Copyright (c) E. Krishnasamy, 2013-2023 UL HPC Team <[email protected]>
- Understanding the OpenACC programming model
- How to use some of the directives from OpenACC to parallelize the code - compute constructs, loop constructs, data clauses
- Implementing OpenACC parallel strategy in C/C++ and FORTRAN programming languages
- Simple mathematical examples to support and understand the OpenACC programming model
- Finally, show you how to run these examples using Iris cluster (ULHPC) - both interactively and using a batch job script
- C/C++ and/or FORTRAN languages
- OpenMP or some basic parallel programming concept (advantage not necessary)
NOTE: This lecture is limited to just 45 min; it only a covers from basics to intermediate tutorial about OpenACC. To know more about (from basic to advanced) CUDA programming and OpenACC programming model, please refer to PRACE MOOC GPU Programming for Scientific Computing and Beyond - Dr. Ezhilmathi Krishnasamy and Prof. Pascal Bouvry
Ensure you are able to connect to the UL HPC clusters.
In particular, recall that the module
command is not available on the access frontends.

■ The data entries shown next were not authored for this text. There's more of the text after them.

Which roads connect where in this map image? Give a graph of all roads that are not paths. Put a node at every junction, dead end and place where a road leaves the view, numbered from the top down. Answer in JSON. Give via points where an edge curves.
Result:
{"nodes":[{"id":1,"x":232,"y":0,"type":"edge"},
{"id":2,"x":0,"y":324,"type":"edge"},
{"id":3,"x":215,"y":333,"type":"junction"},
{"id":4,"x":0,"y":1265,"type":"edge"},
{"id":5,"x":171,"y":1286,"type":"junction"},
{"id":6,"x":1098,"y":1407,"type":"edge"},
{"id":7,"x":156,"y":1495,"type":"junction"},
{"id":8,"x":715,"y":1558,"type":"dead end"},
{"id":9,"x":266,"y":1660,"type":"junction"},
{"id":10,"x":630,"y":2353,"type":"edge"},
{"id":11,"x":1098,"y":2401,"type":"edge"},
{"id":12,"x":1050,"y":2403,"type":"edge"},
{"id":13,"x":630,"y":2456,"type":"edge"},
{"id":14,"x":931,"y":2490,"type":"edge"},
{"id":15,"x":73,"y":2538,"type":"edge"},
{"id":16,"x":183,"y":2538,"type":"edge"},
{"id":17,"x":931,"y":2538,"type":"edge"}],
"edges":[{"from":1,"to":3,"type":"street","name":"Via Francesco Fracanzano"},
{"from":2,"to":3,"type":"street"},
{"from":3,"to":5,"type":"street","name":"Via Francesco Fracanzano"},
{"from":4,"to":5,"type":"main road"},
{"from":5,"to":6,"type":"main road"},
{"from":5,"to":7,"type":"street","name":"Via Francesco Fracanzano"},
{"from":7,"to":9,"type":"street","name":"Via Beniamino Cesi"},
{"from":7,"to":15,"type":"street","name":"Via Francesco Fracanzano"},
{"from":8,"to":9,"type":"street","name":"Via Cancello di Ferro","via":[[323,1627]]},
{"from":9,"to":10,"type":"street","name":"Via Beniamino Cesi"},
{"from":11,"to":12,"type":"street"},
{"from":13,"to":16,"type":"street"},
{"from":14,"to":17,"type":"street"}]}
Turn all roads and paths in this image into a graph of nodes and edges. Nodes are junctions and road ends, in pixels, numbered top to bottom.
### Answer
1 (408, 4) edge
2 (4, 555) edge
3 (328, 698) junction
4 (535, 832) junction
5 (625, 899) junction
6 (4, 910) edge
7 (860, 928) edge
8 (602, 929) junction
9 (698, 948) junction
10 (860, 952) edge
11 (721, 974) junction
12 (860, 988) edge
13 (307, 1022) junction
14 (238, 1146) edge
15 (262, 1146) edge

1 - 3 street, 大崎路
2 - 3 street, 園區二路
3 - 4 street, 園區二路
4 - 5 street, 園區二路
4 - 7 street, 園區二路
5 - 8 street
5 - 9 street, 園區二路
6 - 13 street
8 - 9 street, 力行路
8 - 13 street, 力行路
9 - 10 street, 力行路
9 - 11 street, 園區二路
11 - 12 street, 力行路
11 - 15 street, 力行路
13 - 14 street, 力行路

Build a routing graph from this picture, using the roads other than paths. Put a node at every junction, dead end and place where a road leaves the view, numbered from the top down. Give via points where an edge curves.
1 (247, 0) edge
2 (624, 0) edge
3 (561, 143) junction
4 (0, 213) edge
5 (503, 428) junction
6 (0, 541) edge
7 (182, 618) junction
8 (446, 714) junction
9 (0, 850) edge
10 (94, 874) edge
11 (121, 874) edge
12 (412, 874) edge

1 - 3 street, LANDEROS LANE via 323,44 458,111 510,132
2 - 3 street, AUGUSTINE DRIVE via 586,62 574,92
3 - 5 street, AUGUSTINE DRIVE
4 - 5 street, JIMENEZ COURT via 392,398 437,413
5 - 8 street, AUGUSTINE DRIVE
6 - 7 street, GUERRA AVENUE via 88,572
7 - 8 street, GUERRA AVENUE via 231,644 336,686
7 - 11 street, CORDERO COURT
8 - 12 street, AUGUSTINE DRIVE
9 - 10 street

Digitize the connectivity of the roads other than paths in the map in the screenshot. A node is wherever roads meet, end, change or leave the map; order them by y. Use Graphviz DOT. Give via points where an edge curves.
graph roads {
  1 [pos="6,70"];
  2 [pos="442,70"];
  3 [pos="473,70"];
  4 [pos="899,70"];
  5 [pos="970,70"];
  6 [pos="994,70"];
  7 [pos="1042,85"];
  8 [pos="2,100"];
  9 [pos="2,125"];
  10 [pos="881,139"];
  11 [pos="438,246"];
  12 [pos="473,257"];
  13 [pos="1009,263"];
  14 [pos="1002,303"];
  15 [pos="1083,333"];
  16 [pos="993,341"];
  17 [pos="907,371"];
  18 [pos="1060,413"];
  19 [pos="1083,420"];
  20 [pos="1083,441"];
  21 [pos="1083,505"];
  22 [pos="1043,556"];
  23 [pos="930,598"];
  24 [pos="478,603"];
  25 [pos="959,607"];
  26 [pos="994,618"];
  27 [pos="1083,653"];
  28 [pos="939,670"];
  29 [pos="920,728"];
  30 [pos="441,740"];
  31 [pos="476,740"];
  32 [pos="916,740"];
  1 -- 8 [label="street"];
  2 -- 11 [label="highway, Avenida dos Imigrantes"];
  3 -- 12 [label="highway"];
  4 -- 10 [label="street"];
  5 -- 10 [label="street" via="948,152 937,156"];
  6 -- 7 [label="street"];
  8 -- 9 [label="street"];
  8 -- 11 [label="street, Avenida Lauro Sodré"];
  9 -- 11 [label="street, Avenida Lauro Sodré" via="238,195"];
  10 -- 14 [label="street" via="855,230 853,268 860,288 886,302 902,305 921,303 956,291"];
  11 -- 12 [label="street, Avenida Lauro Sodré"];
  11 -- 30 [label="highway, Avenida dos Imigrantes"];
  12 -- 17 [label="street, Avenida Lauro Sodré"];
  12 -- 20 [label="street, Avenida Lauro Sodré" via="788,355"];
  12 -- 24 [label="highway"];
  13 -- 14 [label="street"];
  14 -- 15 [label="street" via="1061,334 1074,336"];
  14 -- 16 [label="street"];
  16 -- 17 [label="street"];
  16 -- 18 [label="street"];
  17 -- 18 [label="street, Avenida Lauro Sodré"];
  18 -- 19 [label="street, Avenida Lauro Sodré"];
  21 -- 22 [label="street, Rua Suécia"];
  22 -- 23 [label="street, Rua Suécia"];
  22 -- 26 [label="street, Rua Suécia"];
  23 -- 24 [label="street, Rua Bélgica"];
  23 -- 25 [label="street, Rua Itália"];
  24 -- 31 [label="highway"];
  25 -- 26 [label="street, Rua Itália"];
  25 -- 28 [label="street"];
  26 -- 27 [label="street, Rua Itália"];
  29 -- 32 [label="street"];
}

For all tests and compilation, you MUST work on a computing node
Now you'll need to pull the latest changes in your working copy of the ULHPC/tutorials you should have cloned in ~/git/github.com/ULHPC/tutorials
(see "preliminaries" tutorial)
(access)$ cd ~/git/github.com/ULHPC/tutorials
(access)$ git pull
Now configure a dedicated directory ~/tutorials/openacc
for this session
# return to your home
(access)$ mkdir -p ~/tutorials/openacc
(access)$ cd ~/tutorials/openacc
# create a symbolic link to the top reference material
(access)$ ln -s ~/git/github.com/ULHPC/tutorials/gpu/openacc/basics ref.d # Symlink to the reference tutorial material
# copy / synchronize a copy of the exercises
(access)$ rsync -avzu ref.d/exercises . # DO NOT forget the trailing .
Advanced users (eventually yet strongly recommended), create a Tmux session (see Tmux cheat sheet and tutorial) or GNU Screen session you can recover later. See also "Getting Started" tutorial .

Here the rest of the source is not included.